As the festival drew near, the square began to fill with more decorations each day. A huge amount of people visited the association during the weekend now, drinking, chatting and barbecuing, perhaps to take a break from their busy work week.
On the day of the festival, I saw women and men dress up and leave for the parade in the early morning, together with the decorations. As I went into the city myself (I did not want to miss the festivities, after all), I was not around to observe the association for the rest of the day. But when I returned during the night, I found the exhausted dancers relaxing in the square, drinking alcohol and blowing smoke into the air. I wondered, had they achieve what they spent a year preparing for?
Even though the scale may differ slightly, the daily goings-on of the associação were similar to those of Papert’s samba school. In addition to the associations dedicated to the festival, there are also those for people playing soccer or to stimulate the local economy, and even cultural associations dedicated to music or movies.
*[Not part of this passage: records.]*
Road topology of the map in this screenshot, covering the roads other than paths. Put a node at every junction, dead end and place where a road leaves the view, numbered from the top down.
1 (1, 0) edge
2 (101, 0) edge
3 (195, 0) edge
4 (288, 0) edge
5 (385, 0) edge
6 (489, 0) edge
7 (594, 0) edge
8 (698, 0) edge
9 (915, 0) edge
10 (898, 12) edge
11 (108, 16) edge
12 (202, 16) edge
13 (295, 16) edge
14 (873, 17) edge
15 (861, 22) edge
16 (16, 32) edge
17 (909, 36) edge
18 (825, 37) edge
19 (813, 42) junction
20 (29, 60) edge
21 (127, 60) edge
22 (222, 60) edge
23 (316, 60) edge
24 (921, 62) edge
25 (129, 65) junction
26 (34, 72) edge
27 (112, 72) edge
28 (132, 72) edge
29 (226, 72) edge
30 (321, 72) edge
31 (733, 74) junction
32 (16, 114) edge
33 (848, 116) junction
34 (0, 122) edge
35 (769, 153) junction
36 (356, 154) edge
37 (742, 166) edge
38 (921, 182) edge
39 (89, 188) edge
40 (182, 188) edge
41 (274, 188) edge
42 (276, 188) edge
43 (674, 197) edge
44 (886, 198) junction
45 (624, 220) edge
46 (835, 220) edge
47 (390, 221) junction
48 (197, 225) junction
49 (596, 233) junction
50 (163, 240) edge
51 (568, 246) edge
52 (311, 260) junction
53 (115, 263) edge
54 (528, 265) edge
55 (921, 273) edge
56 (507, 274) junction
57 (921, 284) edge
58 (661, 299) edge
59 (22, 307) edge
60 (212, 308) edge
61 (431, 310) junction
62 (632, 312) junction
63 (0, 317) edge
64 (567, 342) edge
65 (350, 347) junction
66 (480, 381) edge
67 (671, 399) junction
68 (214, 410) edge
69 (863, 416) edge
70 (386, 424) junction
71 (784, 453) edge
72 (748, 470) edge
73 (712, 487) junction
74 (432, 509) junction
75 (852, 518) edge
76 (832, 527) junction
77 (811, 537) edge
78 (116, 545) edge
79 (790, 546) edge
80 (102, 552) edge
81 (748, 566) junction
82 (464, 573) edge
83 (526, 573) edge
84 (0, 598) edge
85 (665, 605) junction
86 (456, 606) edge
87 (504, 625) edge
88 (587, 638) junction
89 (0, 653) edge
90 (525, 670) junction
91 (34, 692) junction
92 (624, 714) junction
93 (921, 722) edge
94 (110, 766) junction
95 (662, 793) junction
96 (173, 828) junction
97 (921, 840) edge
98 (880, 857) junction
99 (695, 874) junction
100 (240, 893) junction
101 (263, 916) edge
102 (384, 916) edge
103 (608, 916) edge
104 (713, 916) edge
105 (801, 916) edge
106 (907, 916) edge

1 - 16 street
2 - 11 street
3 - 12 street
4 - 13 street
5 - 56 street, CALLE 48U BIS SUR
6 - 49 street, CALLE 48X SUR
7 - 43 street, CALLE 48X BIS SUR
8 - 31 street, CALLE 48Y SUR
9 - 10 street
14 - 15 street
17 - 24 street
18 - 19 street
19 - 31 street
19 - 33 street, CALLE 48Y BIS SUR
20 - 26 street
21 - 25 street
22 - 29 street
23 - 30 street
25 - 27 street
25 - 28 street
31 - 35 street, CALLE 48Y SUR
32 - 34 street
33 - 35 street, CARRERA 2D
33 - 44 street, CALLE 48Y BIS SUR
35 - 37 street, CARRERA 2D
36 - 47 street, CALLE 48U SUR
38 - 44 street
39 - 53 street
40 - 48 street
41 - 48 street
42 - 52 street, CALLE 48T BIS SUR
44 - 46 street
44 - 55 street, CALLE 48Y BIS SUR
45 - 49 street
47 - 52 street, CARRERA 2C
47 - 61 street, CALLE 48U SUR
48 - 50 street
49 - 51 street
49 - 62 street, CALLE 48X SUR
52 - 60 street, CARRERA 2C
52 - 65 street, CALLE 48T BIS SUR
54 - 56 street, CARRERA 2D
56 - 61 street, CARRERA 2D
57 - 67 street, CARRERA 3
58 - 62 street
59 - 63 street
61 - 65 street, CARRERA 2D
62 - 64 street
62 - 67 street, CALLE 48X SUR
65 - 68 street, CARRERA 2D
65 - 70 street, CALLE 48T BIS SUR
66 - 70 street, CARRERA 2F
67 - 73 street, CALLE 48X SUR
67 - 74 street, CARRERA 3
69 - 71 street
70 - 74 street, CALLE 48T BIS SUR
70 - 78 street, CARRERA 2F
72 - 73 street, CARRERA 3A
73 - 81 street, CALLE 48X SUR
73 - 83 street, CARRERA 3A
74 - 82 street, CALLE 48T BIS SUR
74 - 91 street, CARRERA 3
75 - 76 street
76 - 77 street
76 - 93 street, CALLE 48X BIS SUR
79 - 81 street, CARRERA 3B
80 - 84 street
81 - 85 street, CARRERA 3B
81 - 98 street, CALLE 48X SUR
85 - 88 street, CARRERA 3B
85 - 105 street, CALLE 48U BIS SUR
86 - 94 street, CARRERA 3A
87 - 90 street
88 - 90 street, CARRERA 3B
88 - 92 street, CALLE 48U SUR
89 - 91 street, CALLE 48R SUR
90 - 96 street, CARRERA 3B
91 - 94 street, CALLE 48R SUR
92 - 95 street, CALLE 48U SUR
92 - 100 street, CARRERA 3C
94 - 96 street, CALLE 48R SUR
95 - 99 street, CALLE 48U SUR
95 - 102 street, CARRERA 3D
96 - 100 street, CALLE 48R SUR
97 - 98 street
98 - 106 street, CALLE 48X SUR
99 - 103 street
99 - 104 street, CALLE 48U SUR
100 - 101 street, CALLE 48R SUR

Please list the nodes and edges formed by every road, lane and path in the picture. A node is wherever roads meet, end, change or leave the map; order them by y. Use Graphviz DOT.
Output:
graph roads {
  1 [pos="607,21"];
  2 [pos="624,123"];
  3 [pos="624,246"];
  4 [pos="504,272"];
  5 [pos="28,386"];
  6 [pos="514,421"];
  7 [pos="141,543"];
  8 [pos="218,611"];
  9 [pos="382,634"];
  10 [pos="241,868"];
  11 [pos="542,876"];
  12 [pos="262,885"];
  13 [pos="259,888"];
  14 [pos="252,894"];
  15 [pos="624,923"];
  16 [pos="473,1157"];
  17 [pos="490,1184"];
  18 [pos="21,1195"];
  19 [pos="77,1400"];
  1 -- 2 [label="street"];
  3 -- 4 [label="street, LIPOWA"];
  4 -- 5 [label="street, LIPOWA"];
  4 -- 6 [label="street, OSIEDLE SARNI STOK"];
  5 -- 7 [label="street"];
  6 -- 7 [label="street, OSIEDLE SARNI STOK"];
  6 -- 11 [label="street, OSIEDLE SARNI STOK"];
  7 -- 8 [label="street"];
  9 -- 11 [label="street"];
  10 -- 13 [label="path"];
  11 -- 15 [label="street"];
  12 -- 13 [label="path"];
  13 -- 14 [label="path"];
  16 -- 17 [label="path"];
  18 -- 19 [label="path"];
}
Some of the associations are open for everyone to visit. There were a number that I visited frequently. Inside, they are not so different from what you may imagine. People from all walks of life meet, chat, eat sweets, drink bicca (espresso), beer and wine. Some associations have billiard tables to kill time, others a library in which to study, and some even include dance halls. At the associations, it is not easy to tell staff and visitors apart. I often saw people whom I had assumed to be guests walk behind the bar counter to prepare drinks. Similar to the association across my apartment, many did not have any markings or signs to help identify them. You needed someone to introduce you first. But after the initial visit, you will find yourself coming back regularly, as the atmosphere in the associations is much more comfortable and relaxed than the cafes or restaurants crowded with tourists.
Education in such environments is possible precisely because knowledge is not shared top-down but communicated as part of a flat hierarchy. Everyone teaches and everyone learns. In the association, the old cliche actually comes true: learning as a lifelong process.
The semantic fragility of learning
Ideally, learning and education in the art world would be informed by the writings of Seymour Papert. Or, more precisely, they would follow the ideal of the samba school.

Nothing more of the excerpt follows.